- [Data to use]:
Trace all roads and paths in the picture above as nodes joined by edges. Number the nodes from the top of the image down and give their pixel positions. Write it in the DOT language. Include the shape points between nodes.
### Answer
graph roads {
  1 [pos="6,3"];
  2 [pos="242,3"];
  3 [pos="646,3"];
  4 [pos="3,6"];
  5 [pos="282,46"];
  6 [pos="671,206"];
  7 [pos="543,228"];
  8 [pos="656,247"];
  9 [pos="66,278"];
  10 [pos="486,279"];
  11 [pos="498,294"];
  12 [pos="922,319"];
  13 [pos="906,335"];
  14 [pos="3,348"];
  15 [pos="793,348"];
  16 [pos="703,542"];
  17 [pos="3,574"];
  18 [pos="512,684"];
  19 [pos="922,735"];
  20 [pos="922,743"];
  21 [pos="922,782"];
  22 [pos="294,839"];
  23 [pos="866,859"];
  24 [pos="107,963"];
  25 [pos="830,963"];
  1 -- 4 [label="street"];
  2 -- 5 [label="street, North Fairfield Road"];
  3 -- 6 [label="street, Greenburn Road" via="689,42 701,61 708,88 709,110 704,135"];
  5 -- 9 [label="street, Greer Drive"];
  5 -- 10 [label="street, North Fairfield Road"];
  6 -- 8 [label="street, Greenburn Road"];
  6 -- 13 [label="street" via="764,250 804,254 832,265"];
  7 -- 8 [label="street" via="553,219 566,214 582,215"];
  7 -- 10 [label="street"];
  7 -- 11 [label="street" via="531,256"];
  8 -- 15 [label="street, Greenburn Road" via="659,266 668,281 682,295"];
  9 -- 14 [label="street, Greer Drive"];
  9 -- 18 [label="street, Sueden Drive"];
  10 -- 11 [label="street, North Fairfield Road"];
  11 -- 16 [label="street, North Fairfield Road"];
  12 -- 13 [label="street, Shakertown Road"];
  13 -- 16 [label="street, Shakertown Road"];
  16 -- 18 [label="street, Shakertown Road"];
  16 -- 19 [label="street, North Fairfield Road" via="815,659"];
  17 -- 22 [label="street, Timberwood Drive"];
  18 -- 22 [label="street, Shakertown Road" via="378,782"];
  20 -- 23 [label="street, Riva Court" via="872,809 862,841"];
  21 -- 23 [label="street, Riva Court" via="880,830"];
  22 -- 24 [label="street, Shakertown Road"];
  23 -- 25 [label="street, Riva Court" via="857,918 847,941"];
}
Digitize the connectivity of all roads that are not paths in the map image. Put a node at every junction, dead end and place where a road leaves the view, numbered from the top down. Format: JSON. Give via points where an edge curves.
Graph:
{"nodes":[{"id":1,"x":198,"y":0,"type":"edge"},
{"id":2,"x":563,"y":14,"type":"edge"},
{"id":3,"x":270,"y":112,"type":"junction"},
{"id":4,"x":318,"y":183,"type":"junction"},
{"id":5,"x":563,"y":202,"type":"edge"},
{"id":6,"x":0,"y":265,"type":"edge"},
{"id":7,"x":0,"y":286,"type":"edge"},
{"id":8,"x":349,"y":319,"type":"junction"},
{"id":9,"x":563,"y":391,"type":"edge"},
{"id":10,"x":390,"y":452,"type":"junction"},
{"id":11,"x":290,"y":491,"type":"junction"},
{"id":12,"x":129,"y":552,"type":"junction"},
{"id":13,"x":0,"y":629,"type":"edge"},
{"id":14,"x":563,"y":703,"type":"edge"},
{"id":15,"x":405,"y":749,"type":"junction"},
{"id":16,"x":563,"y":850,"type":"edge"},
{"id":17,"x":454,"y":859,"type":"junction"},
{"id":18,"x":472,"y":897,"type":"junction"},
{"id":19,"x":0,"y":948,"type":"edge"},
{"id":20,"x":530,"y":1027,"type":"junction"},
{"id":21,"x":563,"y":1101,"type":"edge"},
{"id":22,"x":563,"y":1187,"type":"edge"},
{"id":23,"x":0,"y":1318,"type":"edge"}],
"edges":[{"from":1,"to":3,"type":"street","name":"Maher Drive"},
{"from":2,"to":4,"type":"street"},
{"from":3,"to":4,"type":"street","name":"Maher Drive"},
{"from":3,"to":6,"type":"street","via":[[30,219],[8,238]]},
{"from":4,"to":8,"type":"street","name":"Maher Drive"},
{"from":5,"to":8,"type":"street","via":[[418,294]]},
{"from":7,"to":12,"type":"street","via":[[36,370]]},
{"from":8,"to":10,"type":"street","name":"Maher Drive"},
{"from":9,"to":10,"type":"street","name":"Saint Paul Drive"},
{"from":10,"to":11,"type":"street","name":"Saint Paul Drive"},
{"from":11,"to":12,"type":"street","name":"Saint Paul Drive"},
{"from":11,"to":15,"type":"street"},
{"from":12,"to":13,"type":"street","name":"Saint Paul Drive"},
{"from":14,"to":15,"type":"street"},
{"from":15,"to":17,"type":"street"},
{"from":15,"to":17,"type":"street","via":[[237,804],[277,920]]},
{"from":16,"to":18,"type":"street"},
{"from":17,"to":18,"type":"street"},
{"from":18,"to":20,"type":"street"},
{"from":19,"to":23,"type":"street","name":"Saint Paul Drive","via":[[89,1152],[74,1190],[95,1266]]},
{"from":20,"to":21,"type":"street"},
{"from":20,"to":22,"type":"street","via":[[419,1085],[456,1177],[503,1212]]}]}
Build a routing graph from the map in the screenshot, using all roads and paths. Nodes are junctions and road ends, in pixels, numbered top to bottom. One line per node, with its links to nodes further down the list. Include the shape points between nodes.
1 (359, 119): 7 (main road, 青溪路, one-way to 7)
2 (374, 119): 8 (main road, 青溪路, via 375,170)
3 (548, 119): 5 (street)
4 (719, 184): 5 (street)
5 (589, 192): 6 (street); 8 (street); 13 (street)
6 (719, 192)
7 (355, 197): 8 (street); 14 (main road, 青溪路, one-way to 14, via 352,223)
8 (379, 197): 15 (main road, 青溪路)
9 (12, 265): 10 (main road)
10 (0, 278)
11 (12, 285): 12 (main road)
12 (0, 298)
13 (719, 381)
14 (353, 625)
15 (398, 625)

- [Work instructions]:
Repeat, word for word, all the lines above.

- [Answer to this problem]:
Trace all roads and paths in the picture above as nodes joined by edges. Number the nodes from the top of the image down and give their pixel positions. Write it in the DOT language. Include the shape points between nodes.
### Answer
graph roads {
  1 [pos="6,3"];
  2 [pos="242,3"];
  3 [pos="646,3"];
  4 [pos="3,6"];
  5 [pos="282,46"];
  6 [pos="671,206"];
  7 [pos="543,228"];
  8 [pos="656,247"];
  9 [pos="66,278"];
  10 [pos="486,279"];
  11 [pos="498,294"];
  12 [pos="922,319"];
  13 [pos="906,335"];
  14 [pos="3,348"];
  15 [pos="793,348"];
  16 [pos="703,542"];
  17 [pos="3,574"];
  18 [pos="512,684"];
  19 [pos="922,735"];
  20 [pos="922,743"];
  21 [pos="922,782"];
  22 [pos="294,839"];
  23 [pos="866,859"];
  24 [pos="107,963"];
  25 [pos="830,963"];
  1 -- 4 [label="street"];
  2 -- 5 [label="street, North Fairfield Road"];
  3 -- 6 [label="street, Greenburn Road" via="689,42 701,61 708,88 709,110 704,135"];
  5 -- 9 [label="street, Greer Drive"];
  5 -- 10 [label="street, North Fairfield Road"];
  6 -- 8 [label="street, Greenburn Road"];
  6 -- 13 [label="street" via="764,250 804,254 832,265"];
  7 -- 8 [label="street" via="553,219 566,214 582,215"];
  7 -- 10 [label="street"];
  7 -- 11 [label="street" via="531,256"];
  8 -- 15 [label="street, Greenburn Road" via="659,266 668,281 682,295"];
  9 -- 14 [label="street, Greer Drive"];
  9 -- 18 [label="street, Sueden Drive"];
  10 -- 11 [label="street, North Fairfield Road"];
  11 -- 16 [label="street, North Fairfield Road"];
  12 -- 13 [label="street, Shakertown Road"];
  13 -- 16 [label="street, Shakertown Road"];
  16 -- 18 [label="street, Shakertown Road"];
  16 -- 19 [label="street, North Fairfield Road" via="815,659"];
  17 -- 22 [label="street, Timberwood Drive"];
  18 -- 22 [label="street, Shakertown Road" via="378,782"];
  20 -- 23 [label="street, Riva Court" via="872,809 862,841"];
  21 -- 23 [label="street, Riva Court" via="880,830"];
  22 -- 24 [label="street, Shakertown Road"];
  23 -- 25 [label="street, Riva Court" via="857,918 847,941"];
}
Digitize the connectivity of all roads that are not paths in the map image. Put a node at every junction, dead end and place where a road leaves the view, numbered from the top down. Format: JSON. Give via points where an edge curves.
Graph:
{"nodes":[{"id":1,"x":198,"y":0,"type":"edge"},
{"id":2,"x":563,"y":14,"type":"edge"},
{"id":3,"x":270,"y":112,"type":"junction"},
{"id":4,"x":318,"y":183,"type":"junction"},
{"id":5,"x":563,"y":202,"type":"edge"},
{"id":6,"x":0,"y":265,"type":"edge"},
{"id":7,"x":0,"y":286,"type":"edge"},
{"id":8,"x":349,"y":319,"type":"junction"},
{"id":9,"x":563,"y":391,"type":"edge"},
{"id":10,"x":390,"y":452,"type":"junction"},
{"id":11,"x":290,"y":491,"type":"junction"},
{"id":12,"x":129,"y":552,"type":"junction"},
{"id":13,"x":0,"y":629,"type":"edge"},
{"id":14,"x":563,"y":703,"type":"edge"},
{"id":15,"x":405,"y":749,"type":"junction"},
{"id":16,"x":563,"y":850,"type":"edge"},
{"id":17,"x":454,"y":859,"type":"junction"},
{"id":18,"x":472,"y":897,"type":"junction"},
{"id":19,"x":0,"y":948,"type":"edge"},
{"id":20,"x":530,"y":1027,"type":"junction"},
{"id":21,"x":563,"y":1101,"type":"edge"},
{"id":22,"x":563,"y":1187,"type":"edge"},
{"id":23,"x":0,"y":1318,"type":"edge"}],
"edges":[{"from":1,"to":3,"type":"street","name":"Maher Drive"},
{"from":2,"to":4,"type":"street"},
{"from":3,"to":4,"type":"street","name":"Maher Drive"},
{"from":3,"to":6,"type":"street","via":[[30,219],[8,238]]},
{"from":4,"to":8,"type":"street","name":"Maher Drive"},
{"from":5,"to":8,"type":"street","via":[[418,294]]},
{"from":7,"to":12,"type":"street","via":[[36,370]]},
{"from":8,"to":10,"type":"street","name":"Maher Drive"},
{"from":9,"to":10,"type":"street","name":"Saint Paul Drive"},
{"from":10,"to":11,"type":"street","name":"Saint Paul Drive"},
{"from":11,"to":12,"type":"street","name":"Saint Paul Drive"},
{"from":11,"to":15,"type":"street"},
{"from":12,"to":13,"type":"street","name":"Saint Paul Drive"},
{"from":14,"to":15,"type":"street"},
{"from":15,"to":17,"type":"street"},
{"from":15,"to":17,"type":"street","via":[[237,804],[277,920]]},
{"from":16,"to":18,"type":"street"},
{"from":17,"to":18,"type":"street"},
{"from":18,"to":20,"type":"street"},
{"from":19,"to":23,"type":"street","name":"Saint Paul Drive","via":[[89,1152],[74,1190],[95,1266]]},
{"from":20,"to":21,"type":"street"},
{"from":20,"to":22,"type":"street","via":[[419,1085],[456,1177],[503,1212]]}]}
Build a routing graph from the map in the screenshot, using all roads and paths. Nodes are junctions and road ends, in pixels, numbered top to bottom. One line per node, with its links to nodes further down the list. Include the shape points between nodes.
1 (359, 119): 7 (main road, 青溪路, one-way to 7)
2 (374, 119): 8 (main road, 青溪路, via 375,170)
3 (548, 119): 5 (street)
4 (719, 184): 5 (street)
5 (589, 192): 6 (street); 8 (street); 13 (street)
6 (719, 192)
7 (355, 197): 8 (street); 14 (main road, 青溪路, one-way to 14, via 352,223)
8 (379, 197): 15 (main road, 青溪路)
9 (12, 265): 10 (main road)
10 (0, 278)
11 (12, 285): 12 (main road)
12 (0, 298)
13 (719, 381)
14 (353, 625)
15 (398, 625)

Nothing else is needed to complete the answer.